Identify every line in the records below that contains the word "Lewis", and reproduce each one.
──────── Exercise input
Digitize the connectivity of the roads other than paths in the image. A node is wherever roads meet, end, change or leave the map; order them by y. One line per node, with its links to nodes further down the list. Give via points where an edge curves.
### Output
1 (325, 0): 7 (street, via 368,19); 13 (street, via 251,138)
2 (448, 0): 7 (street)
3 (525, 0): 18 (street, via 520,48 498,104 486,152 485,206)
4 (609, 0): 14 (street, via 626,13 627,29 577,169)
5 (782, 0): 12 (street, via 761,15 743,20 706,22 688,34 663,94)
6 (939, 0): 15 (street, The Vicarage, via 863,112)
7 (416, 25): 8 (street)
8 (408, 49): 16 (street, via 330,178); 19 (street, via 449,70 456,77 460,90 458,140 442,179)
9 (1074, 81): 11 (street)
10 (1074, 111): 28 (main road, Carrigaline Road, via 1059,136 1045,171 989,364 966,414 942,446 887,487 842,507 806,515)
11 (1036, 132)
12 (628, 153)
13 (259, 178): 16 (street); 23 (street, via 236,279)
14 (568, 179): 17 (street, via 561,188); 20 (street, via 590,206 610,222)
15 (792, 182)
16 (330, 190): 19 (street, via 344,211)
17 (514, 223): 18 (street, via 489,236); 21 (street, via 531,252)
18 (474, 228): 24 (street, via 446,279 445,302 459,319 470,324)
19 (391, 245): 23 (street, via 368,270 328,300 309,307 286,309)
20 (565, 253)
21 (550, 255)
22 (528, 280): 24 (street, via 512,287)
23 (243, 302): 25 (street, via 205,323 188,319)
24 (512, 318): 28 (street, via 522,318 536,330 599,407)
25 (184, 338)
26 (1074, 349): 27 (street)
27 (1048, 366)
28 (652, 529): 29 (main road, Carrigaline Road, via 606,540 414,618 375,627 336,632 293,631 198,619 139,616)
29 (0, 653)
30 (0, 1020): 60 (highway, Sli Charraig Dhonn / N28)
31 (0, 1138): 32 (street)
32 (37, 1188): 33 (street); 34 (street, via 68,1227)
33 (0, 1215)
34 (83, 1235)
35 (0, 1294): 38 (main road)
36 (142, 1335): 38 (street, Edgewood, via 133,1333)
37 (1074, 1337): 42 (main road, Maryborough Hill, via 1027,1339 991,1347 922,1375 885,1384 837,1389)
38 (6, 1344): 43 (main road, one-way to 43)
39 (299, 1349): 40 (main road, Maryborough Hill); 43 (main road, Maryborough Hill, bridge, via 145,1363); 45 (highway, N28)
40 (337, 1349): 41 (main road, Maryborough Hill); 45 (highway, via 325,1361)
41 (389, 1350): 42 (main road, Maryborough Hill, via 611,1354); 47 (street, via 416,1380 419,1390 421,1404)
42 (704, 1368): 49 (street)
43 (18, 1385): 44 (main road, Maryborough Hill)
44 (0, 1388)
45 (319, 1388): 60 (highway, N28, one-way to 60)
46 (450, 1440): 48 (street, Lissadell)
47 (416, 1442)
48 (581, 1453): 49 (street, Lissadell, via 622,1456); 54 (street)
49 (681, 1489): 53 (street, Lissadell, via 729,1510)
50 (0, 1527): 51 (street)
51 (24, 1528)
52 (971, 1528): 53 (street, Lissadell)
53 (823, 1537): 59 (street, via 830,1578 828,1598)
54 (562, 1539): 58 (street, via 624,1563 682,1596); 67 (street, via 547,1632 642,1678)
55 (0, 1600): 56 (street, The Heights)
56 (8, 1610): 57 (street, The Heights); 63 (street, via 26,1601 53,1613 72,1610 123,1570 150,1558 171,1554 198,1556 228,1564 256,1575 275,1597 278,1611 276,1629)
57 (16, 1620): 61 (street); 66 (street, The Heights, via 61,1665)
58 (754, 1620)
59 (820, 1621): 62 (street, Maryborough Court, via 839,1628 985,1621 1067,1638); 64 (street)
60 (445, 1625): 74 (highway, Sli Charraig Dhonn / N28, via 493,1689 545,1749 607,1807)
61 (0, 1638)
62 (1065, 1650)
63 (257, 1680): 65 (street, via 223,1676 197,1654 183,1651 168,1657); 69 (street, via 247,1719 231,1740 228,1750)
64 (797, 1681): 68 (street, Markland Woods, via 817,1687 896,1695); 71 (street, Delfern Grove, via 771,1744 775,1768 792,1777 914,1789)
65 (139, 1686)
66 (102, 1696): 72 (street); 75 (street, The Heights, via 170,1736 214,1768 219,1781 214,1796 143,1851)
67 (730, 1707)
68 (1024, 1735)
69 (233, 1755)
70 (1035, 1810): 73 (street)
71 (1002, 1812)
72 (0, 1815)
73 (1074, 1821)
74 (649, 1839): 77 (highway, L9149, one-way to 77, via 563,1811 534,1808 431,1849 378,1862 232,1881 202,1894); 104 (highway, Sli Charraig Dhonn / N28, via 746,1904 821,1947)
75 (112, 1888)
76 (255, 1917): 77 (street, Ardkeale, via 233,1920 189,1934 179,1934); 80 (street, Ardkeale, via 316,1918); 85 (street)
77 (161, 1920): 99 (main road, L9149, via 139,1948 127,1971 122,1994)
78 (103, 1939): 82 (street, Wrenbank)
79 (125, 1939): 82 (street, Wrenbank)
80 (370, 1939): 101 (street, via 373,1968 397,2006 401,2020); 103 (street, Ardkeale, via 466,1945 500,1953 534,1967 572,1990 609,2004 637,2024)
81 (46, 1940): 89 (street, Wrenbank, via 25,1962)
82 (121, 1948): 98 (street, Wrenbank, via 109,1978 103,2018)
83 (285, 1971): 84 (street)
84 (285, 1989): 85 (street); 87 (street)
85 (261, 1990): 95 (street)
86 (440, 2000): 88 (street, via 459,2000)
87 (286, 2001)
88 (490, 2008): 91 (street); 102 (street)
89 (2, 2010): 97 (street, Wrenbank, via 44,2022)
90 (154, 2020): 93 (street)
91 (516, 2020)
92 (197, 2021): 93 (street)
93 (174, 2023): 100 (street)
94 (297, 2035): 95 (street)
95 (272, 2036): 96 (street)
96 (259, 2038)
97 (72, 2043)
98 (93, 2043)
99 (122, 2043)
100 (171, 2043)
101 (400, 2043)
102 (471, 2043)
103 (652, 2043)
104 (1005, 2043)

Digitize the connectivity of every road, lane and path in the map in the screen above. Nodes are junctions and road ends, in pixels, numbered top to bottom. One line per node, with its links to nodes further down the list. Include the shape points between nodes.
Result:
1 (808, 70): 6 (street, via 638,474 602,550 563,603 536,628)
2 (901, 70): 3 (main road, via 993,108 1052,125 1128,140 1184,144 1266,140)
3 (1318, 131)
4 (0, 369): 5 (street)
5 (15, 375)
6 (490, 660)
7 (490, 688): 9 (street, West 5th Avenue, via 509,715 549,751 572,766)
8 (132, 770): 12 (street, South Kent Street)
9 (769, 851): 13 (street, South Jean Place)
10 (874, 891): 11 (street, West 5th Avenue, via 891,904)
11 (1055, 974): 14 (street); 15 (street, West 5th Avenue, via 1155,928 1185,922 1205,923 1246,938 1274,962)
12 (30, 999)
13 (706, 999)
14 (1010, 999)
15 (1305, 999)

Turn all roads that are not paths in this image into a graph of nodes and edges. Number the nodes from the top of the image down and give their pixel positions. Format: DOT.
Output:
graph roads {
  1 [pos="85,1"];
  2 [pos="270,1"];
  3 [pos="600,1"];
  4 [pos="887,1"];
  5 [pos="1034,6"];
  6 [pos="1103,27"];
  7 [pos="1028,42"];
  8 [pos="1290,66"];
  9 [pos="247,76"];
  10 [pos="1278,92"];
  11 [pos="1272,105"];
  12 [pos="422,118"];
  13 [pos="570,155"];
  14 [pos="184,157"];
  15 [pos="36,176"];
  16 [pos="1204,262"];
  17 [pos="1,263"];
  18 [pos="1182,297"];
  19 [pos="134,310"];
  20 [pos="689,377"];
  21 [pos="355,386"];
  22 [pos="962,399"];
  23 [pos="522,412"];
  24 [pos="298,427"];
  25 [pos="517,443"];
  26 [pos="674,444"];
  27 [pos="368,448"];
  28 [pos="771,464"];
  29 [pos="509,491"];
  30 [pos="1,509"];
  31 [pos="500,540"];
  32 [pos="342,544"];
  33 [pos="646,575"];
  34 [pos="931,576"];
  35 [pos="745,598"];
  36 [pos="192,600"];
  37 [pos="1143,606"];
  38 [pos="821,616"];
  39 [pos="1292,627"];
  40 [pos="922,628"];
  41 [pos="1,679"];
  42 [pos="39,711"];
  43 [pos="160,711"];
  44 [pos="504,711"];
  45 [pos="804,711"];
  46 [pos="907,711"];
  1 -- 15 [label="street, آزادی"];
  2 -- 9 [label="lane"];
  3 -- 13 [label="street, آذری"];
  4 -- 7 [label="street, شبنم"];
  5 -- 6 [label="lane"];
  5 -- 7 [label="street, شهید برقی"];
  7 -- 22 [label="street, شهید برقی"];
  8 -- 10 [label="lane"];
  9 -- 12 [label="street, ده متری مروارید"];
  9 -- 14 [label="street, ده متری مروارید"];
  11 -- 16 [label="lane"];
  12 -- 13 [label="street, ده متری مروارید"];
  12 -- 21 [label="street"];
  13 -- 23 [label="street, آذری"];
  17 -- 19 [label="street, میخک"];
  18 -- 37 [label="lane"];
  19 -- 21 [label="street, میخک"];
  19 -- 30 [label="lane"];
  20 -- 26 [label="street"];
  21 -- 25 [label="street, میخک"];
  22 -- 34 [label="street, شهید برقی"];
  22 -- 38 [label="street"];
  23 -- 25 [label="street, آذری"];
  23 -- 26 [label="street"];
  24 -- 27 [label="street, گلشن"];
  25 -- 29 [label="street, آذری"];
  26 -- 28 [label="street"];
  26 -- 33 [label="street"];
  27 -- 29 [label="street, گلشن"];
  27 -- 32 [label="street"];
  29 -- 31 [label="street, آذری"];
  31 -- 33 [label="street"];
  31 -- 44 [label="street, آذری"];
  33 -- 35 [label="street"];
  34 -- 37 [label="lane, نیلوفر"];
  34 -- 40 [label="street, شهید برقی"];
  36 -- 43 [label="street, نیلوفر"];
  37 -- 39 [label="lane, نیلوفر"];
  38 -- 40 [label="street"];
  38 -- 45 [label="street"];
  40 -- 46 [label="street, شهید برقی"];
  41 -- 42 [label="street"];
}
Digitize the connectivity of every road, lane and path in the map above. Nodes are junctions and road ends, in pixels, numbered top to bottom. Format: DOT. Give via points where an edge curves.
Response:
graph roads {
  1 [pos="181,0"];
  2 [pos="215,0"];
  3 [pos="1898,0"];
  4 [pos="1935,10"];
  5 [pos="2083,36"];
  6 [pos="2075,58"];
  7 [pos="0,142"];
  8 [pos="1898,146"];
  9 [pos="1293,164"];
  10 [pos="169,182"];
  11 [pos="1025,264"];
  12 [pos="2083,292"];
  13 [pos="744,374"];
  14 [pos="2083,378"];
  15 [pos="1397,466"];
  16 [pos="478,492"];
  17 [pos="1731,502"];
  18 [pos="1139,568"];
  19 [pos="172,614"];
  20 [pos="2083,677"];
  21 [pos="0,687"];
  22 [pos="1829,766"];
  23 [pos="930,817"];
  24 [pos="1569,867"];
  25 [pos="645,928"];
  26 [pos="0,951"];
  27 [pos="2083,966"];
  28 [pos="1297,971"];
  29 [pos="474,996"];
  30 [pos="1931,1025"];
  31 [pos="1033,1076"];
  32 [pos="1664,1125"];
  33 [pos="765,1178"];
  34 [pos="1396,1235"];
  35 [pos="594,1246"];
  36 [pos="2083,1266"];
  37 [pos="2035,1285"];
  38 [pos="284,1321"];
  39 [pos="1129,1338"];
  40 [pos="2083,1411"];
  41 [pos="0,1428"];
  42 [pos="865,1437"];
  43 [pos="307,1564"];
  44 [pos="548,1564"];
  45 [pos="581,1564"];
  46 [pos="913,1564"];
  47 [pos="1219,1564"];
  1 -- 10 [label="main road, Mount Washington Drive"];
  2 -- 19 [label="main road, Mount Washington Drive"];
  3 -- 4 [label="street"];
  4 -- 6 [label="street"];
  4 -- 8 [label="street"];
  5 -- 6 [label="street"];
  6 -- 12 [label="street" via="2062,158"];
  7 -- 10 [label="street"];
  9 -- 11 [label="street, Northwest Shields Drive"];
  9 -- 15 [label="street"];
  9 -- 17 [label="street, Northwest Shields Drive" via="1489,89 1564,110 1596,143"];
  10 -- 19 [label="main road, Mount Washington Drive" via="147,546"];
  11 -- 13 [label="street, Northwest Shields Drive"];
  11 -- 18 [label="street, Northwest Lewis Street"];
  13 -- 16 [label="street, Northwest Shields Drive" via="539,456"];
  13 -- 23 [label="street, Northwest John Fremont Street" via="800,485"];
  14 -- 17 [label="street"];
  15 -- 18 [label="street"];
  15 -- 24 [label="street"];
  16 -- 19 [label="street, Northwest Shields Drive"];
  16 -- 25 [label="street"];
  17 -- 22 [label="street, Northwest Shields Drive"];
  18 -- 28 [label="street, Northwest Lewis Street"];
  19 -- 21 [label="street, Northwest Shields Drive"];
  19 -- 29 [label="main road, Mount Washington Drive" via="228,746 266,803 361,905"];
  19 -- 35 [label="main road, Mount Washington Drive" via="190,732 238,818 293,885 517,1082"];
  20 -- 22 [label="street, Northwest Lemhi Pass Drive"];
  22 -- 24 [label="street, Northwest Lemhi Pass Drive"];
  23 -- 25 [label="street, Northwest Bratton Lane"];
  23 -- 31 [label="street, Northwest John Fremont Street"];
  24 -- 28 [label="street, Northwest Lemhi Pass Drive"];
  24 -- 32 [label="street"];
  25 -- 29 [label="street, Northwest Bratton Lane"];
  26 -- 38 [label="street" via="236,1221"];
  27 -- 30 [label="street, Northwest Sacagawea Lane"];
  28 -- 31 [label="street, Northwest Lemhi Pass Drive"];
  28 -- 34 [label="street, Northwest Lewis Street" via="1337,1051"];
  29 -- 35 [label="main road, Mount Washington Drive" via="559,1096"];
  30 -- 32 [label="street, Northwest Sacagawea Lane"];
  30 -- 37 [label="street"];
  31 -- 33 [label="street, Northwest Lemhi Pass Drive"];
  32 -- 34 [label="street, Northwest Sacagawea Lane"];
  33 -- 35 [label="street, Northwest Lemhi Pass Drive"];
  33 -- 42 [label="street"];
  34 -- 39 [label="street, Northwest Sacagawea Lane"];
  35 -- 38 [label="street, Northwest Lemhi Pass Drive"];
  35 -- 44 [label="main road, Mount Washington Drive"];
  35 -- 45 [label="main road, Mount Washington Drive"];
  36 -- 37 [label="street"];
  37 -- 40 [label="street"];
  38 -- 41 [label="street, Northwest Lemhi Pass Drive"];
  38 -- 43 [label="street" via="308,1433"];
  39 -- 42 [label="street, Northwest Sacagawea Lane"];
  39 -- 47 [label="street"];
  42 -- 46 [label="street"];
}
────────────────
Reply to the task:
  11 -- 18 [label="street, Northwest Lewis Street"];
  18 -- 28 [label="street, Northwest Lewis Street"];
  28 -- 34 [label="street, Northwest Lewis Street" via="1337,1051"];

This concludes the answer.